Dr Carol Crawford’s areas of research included robotics, artificial intelligence and computer vision. Her research was supported by grants from the Federal Bureau of Investigation, the Office of Naval Research and NASA. She was one of only 20 scientists in the nation to be choses as a NASA research fellow at the Johnson Space Center. Crawford earned a PhD in mathematics with distinction from Georgetown University, before becoming a full professor of mathematics at the United States Naval Academy in Annapolis, MD. She was selected as a Fellow of the Institute for Combinatorics, Canada and was named Professor Emerita, Mathematics on retirement after almost 30 years at the United States Naval Academy.
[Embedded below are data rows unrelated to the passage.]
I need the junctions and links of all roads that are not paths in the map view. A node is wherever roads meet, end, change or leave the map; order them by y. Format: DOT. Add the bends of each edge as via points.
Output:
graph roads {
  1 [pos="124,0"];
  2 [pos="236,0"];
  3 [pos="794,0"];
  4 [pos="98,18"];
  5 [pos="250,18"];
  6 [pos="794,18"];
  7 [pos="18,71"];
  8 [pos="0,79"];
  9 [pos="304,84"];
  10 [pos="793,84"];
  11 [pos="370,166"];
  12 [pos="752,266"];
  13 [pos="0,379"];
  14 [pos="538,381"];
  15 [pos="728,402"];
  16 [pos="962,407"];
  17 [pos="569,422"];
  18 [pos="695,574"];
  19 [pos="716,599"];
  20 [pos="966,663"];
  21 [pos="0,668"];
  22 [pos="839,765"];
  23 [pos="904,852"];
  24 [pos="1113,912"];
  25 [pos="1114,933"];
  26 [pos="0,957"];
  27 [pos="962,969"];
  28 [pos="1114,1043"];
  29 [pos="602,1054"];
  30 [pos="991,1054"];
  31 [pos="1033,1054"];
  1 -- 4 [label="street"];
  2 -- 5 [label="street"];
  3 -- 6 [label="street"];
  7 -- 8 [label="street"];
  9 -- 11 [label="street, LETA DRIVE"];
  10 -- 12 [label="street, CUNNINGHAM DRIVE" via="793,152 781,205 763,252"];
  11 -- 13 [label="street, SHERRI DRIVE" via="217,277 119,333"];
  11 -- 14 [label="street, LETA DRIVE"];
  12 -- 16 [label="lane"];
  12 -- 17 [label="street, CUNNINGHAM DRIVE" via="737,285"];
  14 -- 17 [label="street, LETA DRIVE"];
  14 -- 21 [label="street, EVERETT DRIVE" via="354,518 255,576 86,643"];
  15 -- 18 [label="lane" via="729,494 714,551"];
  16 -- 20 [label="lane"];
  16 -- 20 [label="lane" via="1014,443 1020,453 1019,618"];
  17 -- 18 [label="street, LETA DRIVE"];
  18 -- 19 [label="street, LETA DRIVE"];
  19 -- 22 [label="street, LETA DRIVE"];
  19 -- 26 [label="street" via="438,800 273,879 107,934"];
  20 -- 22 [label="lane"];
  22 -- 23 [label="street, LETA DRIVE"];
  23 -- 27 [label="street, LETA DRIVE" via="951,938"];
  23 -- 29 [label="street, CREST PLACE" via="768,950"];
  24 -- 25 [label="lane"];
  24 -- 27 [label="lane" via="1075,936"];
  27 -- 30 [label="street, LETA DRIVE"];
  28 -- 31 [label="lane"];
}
Diane E. Britton and Eleanore G. Wells

Sadly we couldn’t find any information about Diane E. Britton or Eleanore G. Wells, except for their affiliation with RCA Laboratories. They are two of the authors of the ICRA 1984 paper on Coordination Software for Robotic Workcells. ICRA 1984: 354-360: Henry S. Baird, Eleanore G. WellsDianne E. Britton. Please let us know if you have more details.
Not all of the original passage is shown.